# Clear environment, plot pane, and console
rm(list = ls())
graphics.off()
cat("\014")
# If pacman is not already installed, then install it
if (!require(pacman)) install.packages("pacman")
# Load packages
pacman::p_load(ggplot2, data.table)
# Colors used for plot (https://www.rapidtables.com/web/color/RGB_Color.html)
color_1 <- "#00FF00"
color_2 <- "#ADD8E6"
# Set random seed for reproducibility
set.seed(418518)
We’ll create various data generating processes and show how our estimator behaves as \(n \to \infty\). Remember, if our estimator is consistent, then as \(n\) gets large its sampling distribution gets closer to having a mean equal to the parameter it is estimating as well as being more tightly centered around this mean.
Let’s construct a scenario under which MLR Assumptions 1-4 hold and show what happens to our estimator’s sampling distribution as \(n \to \infty\).
The true underlying model is \(y_i = \beta_0 + \beta_1 x_{i1} + \beta_2 x_{i2} + u_i = 1 + 2 x_{1i} + 3x_{2i} + u_i\) and suppose this is the model we estimate.
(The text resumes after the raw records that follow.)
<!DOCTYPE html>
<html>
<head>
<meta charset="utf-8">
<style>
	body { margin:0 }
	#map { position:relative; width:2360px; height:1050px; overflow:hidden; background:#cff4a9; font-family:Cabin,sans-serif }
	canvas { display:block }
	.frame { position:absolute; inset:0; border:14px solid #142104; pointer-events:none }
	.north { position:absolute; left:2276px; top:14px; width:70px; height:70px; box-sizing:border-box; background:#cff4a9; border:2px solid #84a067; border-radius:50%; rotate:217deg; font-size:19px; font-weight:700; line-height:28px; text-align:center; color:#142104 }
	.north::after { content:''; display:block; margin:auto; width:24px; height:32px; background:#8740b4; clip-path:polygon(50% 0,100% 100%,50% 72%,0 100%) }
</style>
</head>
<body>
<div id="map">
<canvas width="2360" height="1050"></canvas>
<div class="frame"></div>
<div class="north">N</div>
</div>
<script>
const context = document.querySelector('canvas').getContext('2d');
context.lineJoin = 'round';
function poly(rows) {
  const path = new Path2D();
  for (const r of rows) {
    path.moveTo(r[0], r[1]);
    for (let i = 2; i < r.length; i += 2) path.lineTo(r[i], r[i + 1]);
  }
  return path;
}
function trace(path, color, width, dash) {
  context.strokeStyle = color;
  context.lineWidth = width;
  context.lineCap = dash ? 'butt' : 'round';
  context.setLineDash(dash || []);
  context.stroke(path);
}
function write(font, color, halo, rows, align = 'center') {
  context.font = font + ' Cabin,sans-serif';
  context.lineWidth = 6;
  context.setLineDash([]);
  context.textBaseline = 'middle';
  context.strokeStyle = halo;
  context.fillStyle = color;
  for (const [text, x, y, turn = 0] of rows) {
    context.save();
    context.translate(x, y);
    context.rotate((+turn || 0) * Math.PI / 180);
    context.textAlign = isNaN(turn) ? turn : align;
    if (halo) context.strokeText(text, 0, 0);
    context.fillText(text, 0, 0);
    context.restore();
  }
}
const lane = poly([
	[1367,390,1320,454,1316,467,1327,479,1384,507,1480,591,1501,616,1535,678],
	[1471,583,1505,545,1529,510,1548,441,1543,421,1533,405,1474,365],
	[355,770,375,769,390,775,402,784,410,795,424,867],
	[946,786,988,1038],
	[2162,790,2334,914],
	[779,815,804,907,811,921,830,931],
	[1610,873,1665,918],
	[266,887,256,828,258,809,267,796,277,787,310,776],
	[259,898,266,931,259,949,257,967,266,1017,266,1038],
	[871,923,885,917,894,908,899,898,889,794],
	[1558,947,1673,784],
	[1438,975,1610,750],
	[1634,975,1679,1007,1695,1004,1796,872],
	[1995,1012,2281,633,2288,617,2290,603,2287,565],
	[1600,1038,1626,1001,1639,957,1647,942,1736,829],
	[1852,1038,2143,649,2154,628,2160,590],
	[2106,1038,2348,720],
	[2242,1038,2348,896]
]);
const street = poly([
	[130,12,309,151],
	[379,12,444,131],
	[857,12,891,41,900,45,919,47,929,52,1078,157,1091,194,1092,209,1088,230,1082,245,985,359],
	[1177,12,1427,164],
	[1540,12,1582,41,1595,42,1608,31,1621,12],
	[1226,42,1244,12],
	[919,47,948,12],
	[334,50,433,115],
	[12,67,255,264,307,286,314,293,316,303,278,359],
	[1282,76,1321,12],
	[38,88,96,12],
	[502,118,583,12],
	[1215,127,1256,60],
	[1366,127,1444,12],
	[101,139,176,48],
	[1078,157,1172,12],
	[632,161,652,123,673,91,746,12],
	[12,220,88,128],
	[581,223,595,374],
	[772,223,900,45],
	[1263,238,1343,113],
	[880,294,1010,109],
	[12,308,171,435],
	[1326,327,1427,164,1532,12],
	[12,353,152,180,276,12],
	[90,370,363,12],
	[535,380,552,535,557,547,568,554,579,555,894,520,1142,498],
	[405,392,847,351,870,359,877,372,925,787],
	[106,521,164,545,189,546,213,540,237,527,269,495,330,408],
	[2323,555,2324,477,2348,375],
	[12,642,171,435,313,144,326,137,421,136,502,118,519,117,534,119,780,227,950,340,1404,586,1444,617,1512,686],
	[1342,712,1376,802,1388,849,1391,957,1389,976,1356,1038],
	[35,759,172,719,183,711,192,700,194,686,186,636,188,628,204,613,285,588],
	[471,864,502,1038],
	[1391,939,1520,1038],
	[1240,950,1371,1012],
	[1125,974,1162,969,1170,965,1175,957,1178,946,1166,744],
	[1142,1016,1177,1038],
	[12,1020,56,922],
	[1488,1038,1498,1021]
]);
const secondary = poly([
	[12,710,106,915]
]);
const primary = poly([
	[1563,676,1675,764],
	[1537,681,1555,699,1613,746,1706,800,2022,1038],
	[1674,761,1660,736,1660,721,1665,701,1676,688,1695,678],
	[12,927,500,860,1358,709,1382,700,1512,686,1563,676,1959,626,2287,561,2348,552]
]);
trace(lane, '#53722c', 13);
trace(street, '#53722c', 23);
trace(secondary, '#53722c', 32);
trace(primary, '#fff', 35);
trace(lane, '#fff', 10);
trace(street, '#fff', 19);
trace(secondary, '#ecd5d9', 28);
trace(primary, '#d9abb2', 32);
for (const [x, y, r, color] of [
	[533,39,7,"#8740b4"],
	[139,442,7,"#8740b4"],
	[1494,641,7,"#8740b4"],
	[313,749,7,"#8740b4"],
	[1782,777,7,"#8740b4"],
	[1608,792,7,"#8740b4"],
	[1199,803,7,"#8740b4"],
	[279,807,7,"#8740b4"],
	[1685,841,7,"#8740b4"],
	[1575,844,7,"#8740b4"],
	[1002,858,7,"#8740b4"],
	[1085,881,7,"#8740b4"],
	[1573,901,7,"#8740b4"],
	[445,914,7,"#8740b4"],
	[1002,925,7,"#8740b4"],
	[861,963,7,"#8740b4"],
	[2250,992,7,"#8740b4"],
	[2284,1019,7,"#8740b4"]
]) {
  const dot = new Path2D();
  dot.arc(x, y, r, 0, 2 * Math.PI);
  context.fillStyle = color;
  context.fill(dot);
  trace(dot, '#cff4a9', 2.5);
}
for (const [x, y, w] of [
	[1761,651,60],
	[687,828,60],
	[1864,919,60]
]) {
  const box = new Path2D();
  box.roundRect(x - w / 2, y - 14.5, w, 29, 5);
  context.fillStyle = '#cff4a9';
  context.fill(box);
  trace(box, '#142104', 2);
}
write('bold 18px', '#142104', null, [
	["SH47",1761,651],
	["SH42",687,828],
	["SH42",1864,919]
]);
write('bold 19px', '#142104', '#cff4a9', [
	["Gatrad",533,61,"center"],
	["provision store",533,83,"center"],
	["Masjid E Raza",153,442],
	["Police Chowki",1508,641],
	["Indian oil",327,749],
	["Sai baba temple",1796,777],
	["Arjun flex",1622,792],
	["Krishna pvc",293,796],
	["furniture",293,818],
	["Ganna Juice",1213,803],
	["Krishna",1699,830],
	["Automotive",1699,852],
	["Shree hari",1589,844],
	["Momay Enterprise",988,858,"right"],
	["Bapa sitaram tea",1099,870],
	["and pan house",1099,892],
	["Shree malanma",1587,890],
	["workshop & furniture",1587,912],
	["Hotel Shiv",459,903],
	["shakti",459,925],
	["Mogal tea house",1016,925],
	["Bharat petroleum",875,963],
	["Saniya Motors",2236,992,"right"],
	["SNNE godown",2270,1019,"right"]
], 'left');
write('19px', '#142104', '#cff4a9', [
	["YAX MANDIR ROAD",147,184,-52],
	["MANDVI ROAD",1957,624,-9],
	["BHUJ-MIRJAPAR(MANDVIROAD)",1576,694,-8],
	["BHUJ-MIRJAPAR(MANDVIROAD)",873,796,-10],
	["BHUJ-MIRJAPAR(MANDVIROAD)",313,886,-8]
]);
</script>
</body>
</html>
Let’s verify OLS is consistent by generating \(s = 1000\) samples each with \(n_1 = 50\), \(n_2 = 100\), and \(n_3 = 1000\) data points. Then, we’ll run the regression of \(y\) on \(x_1\) and \(x_2\) using each sample and plot the sampling distribution of \(\widehat{\beta}_1\). If we are correct, then the sampling distribution should be always be centered around \(\beta_1\) for any value of \(n\) since MLR Assumptions 1-4 hold, but this sampling distribution should get tighter (variance of \(\widehat{\beta}_1\) shrinks) as \(n \to \infty\). Moreover, this sampling distribution should look more normally distributed as \(n\) gets large with a mean of the true \(\beta_1\). Let’s test this hypothesis.
# Number of samples
s <- 1000
# Number of data points to generate per sample
n <- c(50, 200, 1000)
# Initialize empty list to store estimates of beta_1 depending on the number of observations
estimates_list <- vector("list", length(n))
names(estimates_list) <- paste0("n = ", n)
# True parameters
beta_0 <- 1
beta_1 <- 2
beta_2 <- 3
# We want to create i = 1, 2, ..., s samples
for (i in 1:s)
{
# We want a differing number of observations per sample
for (j in 1:length(n))
{
# Generate data
x_1 <- rnorm(n[j], mean = 1, sd = 2)
x_2 <- rnorm(n[j], mean = 0, sd = 1)
u <- rnorm(n[j], mean = 0, sd = 2)
y <- beta_0 + beta_1 * x_1 + beta_2 * x_2 + u
# Create data table
dt <- data.table(y = y, x_1 = x_1, x_2 = x_2)
# Run regression
reg <- lm(y ~ x_1 + x_2, data = dt)
# Store estimate of beta_1
estimates_list[[j]] <- c(estimates_list[[j]], reg$coefficients["x_1"])
}
}
# Combine estimates into a single data.table for plotting
dt_plot <- data.table(
Estimate = unlist(estimates_list),
Sample_Size = rep(names(estimates_list), times = sapply(estimates_list, length))
)
# Ensure Sample_Size is a factor with levels in the desired order
dt_plot[, Sample_Size := factor(Sample_Size, levels = paste0("n = ", n))]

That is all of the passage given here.